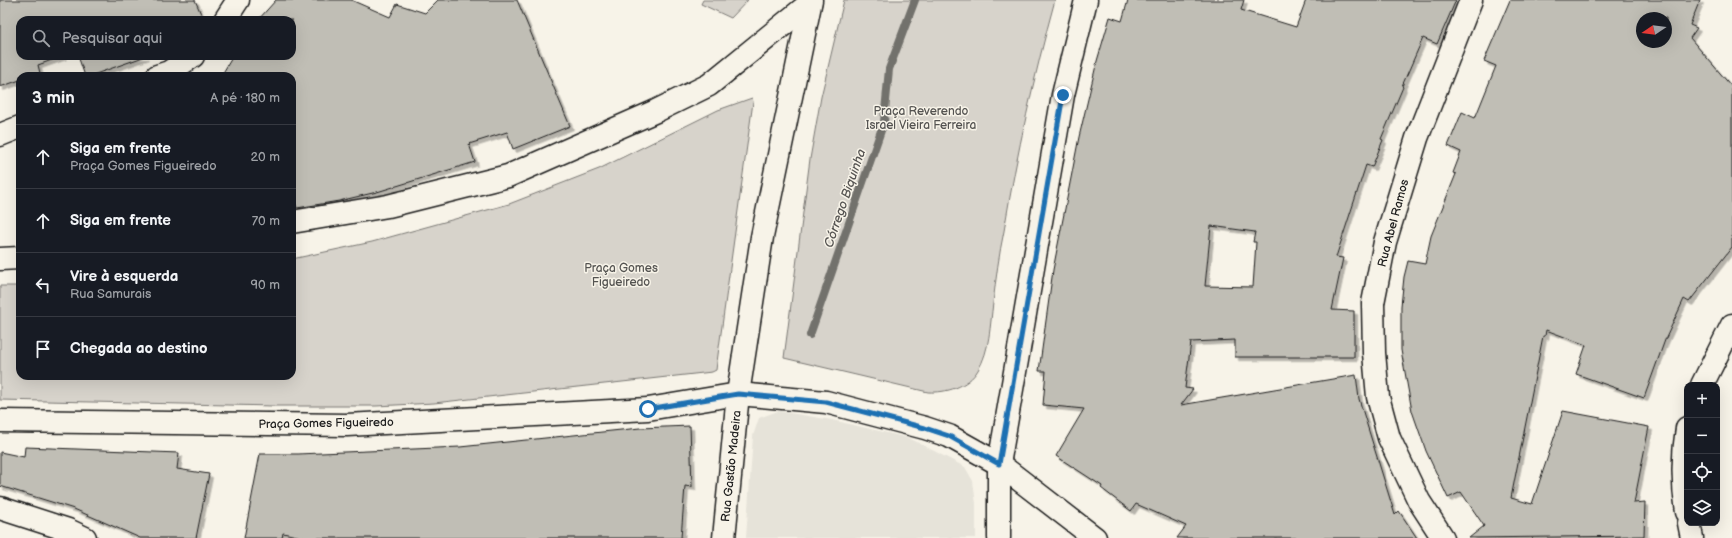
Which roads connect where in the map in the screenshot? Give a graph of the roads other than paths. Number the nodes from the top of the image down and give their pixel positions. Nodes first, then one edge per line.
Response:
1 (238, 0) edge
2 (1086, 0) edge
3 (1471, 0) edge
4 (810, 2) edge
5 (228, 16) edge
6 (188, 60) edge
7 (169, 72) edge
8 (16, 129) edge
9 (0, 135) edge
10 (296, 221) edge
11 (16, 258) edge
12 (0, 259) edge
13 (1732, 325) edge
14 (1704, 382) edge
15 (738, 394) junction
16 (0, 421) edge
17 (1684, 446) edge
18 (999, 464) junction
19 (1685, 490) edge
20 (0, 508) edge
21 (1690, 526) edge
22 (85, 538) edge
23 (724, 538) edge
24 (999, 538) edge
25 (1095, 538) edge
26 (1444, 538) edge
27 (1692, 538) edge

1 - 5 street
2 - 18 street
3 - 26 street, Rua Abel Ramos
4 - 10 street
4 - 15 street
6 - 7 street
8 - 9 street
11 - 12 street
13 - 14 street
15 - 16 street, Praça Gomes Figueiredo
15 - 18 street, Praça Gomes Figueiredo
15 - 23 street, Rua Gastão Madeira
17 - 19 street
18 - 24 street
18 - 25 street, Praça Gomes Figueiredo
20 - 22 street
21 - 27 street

---

**Task details**
Every line above is to be returned exactly, with its pictures removed.

**Exercise answer**
Which roads connect where in the map in the screenshot? Give a graph of the roads other than paths. Number the nodes from the top of the image down and give their pixel positions. Nodes first, then one edge per line.
Response:
1 (238, 0) edge
2 (1086, 0) edge
3 (1471, 0) edge
4 (810, 2) edge
5 (228, 16) edge
6 (188, 60) edge
7 (169, 72) edge
8 (16, 129) edge
9 (0, 135) edge
10 (296, 221) edge
11 (16, 258) edge
12 (0, 259) edge
13 (1732, 325) edge
14 (1704, 382) edge
15 (738, 394) junction
16 (0, 421) edge
17 (1684, 446) edge
18 (999, 464) junction
19 (1685, 490) edge
20 (0, 508) edge
21 (1690, 526) edge
22 (85, 538) edge
23 (724, 538) edge
24 (999, 538) edge
25 (1095, 538) edge
26 (1444, 538) edge
27 (1692, 538) edge

1 - 5 street
2 - 18 street
3 - 26 street, Rua Abel Ramos
4 - 10 street
4 - 15 street
6 - 7 street
8 - 9 street
11 - 12 street
13 - 14 street
15 - 16 street, Praça Gomes Figueiredo
15 - 18 street, Praça Gomes Figueiredo
15 - 23 street, Rua Gastão Madeira
17 - 19 street
18 - 24 street
18 - 25 street, Praça Gomes Figueiredo
20 - 22 street
21 - 27 street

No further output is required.